At this point, the interpretation of Jesus’ death is world-shattering. God was not punishing a third party; God was in Jesus, reconciling the world to himself (2 Cor 5:19). Jesus’ claims about his intimate relationship with God here come to the fore. Jesus and the Father are one. Jesus was not just a man, but God become man. On the cross, therefore, God is forsaking God; the author of life is dying. The perfectunity of God is being torn apart, in order to save us. This is how seriously God takes our sin; this is how seriously he takes our salvation from death.

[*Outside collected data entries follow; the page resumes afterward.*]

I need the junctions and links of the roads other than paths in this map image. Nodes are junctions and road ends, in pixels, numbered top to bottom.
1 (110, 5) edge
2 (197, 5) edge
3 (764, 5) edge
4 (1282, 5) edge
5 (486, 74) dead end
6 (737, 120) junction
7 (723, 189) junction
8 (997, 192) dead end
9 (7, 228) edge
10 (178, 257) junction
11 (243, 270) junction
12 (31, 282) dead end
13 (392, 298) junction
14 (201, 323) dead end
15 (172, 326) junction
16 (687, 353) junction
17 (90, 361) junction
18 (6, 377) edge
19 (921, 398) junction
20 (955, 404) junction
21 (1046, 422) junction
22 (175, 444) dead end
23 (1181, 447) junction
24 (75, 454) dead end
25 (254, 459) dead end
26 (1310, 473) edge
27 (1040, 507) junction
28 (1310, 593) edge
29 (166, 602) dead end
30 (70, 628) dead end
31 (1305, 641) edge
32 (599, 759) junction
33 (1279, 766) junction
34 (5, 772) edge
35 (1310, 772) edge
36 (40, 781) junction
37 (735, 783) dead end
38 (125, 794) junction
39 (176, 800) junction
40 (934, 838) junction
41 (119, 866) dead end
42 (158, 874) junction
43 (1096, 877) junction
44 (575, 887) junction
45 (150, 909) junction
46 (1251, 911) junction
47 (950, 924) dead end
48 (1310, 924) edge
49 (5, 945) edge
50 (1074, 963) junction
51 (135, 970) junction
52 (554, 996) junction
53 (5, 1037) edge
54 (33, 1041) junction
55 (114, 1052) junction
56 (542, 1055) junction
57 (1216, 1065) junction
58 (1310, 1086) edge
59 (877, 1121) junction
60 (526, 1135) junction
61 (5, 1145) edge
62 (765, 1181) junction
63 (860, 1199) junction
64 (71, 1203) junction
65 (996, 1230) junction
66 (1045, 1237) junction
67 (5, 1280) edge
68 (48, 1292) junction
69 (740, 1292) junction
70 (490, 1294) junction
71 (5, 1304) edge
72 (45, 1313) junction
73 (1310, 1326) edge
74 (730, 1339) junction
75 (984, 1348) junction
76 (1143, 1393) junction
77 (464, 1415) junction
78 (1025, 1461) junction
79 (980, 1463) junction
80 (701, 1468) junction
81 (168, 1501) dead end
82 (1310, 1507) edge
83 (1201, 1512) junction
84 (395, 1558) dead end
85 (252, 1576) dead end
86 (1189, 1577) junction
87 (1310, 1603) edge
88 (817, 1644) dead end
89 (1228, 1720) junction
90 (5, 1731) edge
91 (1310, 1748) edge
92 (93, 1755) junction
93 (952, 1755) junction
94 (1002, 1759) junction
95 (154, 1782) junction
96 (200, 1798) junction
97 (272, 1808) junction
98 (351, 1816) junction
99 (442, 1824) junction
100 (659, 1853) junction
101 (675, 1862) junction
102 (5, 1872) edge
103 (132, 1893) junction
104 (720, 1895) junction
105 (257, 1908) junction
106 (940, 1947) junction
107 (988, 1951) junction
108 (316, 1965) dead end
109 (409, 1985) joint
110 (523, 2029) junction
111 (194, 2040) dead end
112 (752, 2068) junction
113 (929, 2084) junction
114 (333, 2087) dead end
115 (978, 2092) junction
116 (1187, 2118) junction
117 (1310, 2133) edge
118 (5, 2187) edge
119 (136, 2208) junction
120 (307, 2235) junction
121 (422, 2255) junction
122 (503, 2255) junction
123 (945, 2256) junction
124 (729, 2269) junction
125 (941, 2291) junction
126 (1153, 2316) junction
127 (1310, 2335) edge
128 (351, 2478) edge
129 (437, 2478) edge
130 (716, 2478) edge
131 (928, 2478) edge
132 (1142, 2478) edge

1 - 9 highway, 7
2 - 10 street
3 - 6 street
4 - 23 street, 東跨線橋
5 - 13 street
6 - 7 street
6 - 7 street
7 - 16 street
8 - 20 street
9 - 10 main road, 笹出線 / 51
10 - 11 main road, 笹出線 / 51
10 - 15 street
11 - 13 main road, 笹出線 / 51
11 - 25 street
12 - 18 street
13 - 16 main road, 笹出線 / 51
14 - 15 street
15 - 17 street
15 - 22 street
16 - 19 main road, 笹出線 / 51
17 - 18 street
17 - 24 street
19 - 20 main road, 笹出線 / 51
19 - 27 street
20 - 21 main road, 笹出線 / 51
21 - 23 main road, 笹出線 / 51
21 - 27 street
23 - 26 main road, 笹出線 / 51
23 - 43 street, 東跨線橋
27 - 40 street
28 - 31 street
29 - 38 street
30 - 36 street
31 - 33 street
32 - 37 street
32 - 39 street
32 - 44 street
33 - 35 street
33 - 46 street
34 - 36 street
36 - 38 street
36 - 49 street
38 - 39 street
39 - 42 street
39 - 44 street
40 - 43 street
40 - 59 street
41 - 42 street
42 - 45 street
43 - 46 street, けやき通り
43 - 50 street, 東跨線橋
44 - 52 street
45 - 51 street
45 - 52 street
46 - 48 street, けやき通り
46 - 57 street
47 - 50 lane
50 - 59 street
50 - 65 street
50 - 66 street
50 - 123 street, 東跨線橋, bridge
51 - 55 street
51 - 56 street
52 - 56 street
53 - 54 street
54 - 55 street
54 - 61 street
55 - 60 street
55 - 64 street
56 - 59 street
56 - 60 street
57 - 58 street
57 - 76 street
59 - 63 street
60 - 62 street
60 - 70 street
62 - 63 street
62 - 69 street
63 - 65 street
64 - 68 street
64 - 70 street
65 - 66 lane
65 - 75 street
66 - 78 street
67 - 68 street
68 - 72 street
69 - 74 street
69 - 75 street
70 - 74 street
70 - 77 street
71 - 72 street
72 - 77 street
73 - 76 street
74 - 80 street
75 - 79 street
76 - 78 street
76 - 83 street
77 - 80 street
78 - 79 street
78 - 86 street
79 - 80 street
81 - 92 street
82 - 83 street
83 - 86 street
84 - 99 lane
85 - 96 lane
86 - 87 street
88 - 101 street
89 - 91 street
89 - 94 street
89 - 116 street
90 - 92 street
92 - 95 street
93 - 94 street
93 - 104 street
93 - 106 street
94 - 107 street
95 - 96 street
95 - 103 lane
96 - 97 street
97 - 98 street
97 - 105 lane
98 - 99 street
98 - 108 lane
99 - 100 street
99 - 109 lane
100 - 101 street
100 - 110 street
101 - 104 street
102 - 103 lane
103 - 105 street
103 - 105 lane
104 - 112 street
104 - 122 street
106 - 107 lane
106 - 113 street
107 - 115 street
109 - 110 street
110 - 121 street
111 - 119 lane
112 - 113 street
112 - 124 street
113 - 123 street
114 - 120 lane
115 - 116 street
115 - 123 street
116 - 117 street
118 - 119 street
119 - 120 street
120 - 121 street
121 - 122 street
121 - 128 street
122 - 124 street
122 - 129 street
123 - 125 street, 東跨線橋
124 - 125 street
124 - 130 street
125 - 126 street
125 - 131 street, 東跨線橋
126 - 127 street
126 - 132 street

The crucifixion then makes sense—and yet it doesn’t. The inconceivable has happened, God forsaking God, and the world has been divided by it ever since. A Christian is someone who grasps the truth of this Easter story. Someone who is amazed at how very valuable we are to God, that he might demonstrate hislove for us through such a terrific act of liberation. Someone who is relieved that, amidst the persistent sufferings of this world, God is in control. Someone who, in the here and now, praises God and wants the world to know of his glorious salvation.
Where is God in this world? He is in the crucifixion of Jesus. God lets people shut him out of their lives, but he has not left altogether and he will not tolerate ongoing rebellion. Our appeal this Easter must be this: be reconciled to God for, if you are not, sin and death will claim you.